**Exercise directions:**
Give every line below again, exactly.

**Data extracted from a collection:**
::::

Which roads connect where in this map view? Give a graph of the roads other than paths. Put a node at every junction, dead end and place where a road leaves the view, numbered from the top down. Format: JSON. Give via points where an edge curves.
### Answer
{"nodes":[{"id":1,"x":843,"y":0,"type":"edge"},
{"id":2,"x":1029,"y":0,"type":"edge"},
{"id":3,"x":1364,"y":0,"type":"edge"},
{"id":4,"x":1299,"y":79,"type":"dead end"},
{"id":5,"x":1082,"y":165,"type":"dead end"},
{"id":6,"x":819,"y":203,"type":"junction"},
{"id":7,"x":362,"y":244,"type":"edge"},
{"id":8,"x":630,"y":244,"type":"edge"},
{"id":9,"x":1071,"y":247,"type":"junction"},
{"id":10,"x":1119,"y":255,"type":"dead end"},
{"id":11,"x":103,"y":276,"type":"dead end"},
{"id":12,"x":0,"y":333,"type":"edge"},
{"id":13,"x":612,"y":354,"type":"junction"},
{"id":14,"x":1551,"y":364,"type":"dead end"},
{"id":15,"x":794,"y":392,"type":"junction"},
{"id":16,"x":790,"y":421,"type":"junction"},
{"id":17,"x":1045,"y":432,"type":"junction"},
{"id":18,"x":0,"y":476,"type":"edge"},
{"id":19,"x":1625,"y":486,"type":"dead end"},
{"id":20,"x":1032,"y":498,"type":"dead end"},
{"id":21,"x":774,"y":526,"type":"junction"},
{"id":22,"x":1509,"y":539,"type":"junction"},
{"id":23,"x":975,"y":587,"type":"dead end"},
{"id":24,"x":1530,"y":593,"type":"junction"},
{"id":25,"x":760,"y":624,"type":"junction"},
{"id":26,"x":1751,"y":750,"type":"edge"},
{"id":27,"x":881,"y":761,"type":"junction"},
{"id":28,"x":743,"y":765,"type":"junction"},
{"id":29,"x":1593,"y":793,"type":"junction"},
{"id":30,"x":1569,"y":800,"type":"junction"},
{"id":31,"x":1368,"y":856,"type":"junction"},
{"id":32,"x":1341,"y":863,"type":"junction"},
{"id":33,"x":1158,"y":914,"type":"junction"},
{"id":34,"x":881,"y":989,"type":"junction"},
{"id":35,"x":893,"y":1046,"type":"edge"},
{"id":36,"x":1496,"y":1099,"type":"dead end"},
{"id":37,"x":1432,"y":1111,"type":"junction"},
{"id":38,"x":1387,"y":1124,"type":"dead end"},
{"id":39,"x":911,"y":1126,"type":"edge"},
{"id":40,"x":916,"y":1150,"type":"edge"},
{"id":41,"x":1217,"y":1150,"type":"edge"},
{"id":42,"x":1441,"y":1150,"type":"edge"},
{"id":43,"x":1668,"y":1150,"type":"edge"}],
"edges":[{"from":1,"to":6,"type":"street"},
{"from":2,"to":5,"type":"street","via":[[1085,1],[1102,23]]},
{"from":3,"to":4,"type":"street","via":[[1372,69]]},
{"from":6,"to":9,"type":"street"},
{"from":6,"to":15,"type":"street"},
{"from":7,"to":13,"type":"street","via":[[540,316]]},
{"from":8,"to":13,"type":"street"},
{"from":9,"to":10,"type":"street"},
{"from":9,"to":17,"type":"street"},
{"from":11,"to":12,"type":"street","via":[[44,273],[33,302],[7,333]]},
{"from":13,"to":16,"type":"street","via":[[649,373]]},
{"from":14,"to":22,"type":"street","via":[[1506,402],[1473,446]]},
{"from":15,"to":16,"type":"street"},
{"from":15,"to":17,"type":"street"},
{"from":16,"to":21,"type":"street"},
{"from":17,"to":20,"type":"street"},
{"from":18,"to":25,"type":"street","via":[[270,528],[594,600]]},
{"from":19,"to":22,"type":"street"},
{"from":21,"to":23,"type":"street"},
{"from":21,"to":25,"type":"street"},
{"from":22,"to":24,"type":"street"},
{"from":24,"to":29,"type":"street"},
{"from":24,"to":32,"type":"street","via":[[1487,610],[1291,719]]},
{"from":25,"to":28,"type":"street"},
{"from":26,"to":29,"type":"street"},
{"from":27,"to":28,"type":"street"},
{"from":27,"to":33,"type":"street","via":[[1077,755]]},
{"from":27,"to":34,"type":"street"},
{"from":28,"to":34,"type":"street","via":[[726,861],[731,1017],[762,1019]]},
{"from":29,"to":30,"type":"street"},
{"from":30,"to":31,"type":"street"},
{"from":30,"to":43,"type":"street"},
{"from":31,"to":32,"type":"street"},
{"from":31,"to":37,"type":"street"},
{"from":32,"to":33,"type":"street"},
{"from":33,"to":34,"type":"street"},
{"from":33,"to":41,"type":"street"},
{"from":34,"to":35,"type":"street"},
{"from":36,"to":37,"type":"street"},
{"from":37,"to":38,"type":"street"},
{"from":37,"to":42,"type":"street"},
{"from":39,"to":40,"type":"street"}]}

::::

**Exercise answer:**
Which roads connect where in this map view? Give a graph of the roads other than paths. Put a node at every junction, dead end and place where a road leaves the view, numbered from the top down. Format: JSON. Give via points where an edge curves.
### Answer
{"nodes":[{"id":1,"x":843,"y":0,"type":"edge"},
{"id":2,"x":1029,"y":0,"type":"edge"},
{"id":3,"x":1364,"y":0,"type":"edge"},
{"id":4,"x":1299,"y":79,"type":"dead end"},
{"id":5,"x":1082,"y":165,"type":"dead end"},
{"id":6,"x":819,"y":203,"type":"junction"},
{"id":7,"x":362,"y":244,"type":"edge"},
{"id":8,"x":630,"y":244,"type":"edge"},
{"id":9,"x":1071,"y":247,"type":"junction"},
{"id":10,"x":1119,"y":255,"type":"dead end"},
{"id":11,"x":103,"y":276,"type":"dead end"},
{"id":12,"x":0,"y":333,"type":"edge"},
{"id":13,"x":612,"y":354,"type":"junction"},
{"id":14,"x":1551,"y":364,"type":"dead end"},
{"id":15,"x":794,"y":392,"type":"junction"},
{"id":16,"x":790,"y":421,"type":"junction"},
{"id":17,"x":1045,"y":432,"type":"junction"},
{"id":18,"x":0,"y":476,"type":"edge"},
{"id":19,"x":1625,"y":486,"type":"dead end"},
{"id":20,"x":1032,"y":498,"type":"dead end"},
{"id":21,"x":774,"y":526,"type":"junction"},
{"id":22,"x":1509,"y":539,"type":"junction"},
{"id":23,"x":975,"y":587,"type":"dead end"},
{"id":24,"x":1530,"y":593,"type":"junction"},
{"id":25,"x":760,"y":624,"type":"junction"},
{"id":26,"x":1751,"y":750,"type":"edge"},
{"id":27,"x":881,"y":761,"type":"junction"},
{"id":28,"x":743,"y":765,"type":"junction"},
{"id":29,"x":1593,"y":793,"type":"junction"},
{"id":30,"x":1569,"y":800,"type":"junction"},
{"id":31,"x":1368,"y":856,"type":"junction"},
{"id":32,"x":1341,"y":863,"type":"junction"},
{"id":33,"x":1158,"y":914,"type":"junction"},
{"id":34,"x":881,"y":989,"type":"junction"},
{"id":35,"x":893,"y":1046,"type":"edge"},
{"id":36,"x":1496,"y":1099,"type":"dead end"},
{"id":37,"x":1432,"y":1111,"type":"junction"},
{"id":38,"x":1387,"y":1124,"type":"dead end"},
{"id":39,"x":911,"y":1126,"type":"edge"},
{"id":40,"x":916,"y":1150,"type":"edge"},
{"id":41,"x":1217,"y":1150,"type":"edge"},
{"id":42,"x":1441,"y":1150,"type":"edge"},
{"id":43,"x":1668,"y":1150,"type":"edge"}],
"edges":[{"from":1,"to":6,"type":"street"},
{"from":2,"to":5,"type":"street","via":[[1085,1],[1102,23]]},
{"from":3,"to":4,"type":"street","via":[[1372,69]]},
{"from":6,"to":9,"type":"street"},
{"from":6,"to":15,"type":"street"},
{"from":7,"to":13,"type":"street","via":[[540,316]]},
{"from":8,"to":13,"type":"street"},
{"from":9,"to":10,"type":"street"},
{"from":9,"to":17,"type":"street"},
{"from":11,"to":12,"type":"street","via":[[44,273],[33,302],[7,333]]},
{"from":13,"to":16,"type":"street","via":[[649,373]]},
{"from":14,"to":22,"type":"street","via":[[1506,402],[1473,446]]},
{"from":15,"to":16,"type":"street"},
{"from":15,"to":17,"type":"street"},
{"from":16,"to":21,"type":"street"},
{"from":17,"to":20,"type":"street"},
{"from":18,"to":25,"type":"street","via":[[270,528],[594,600]]},
{"from":19,"to":22,"type":"street"},
{"from":21,"to":23,"type":"street"},
{"from":21,"to":25,"type":"street"},
{"from":22,"to":24,"type":"street"},
{"from":24,"to":29,"type":"street"},
{"from":24,"to":32,"type":"street","via":[[1487,610],[1291,719]]},
{"from":25,"to":28,"type":"street"},
{"from":26,"to":29,"type":"street"},
{"from":27,"to":28,"type":"street"},
{"from":27,"to":33,"type":"street","via":[[1077,755]]},
{"from":27,"to":34,"type":"street"},
{"from":28,"to":34,"type":"street","via":[[726,861],[731,1017],[762,1019]]},
{"from":29,"to":30,"type":"street"},
{"from":30,"to":31,"type":"street"},
{"from":30,"to":43,"type":"street"},
{"from":31,"to":32,"type":"street"},
{"from":31,"to":37,"type":"street"},
{"from":32,"to":33,"type":"street"},
{"from":33,"to":34,"type":"street"},
{"from":33,"to":41,"type":"street"},
{"from":34,"to":35,"type":"street"},
{"from":36,"to":37,"type":"street"},
{"from":37,"to":38,"type":"street"},
{"from":37,"to":42,"type":"street"},
{"from":39,"to":40,"type":"street"}]}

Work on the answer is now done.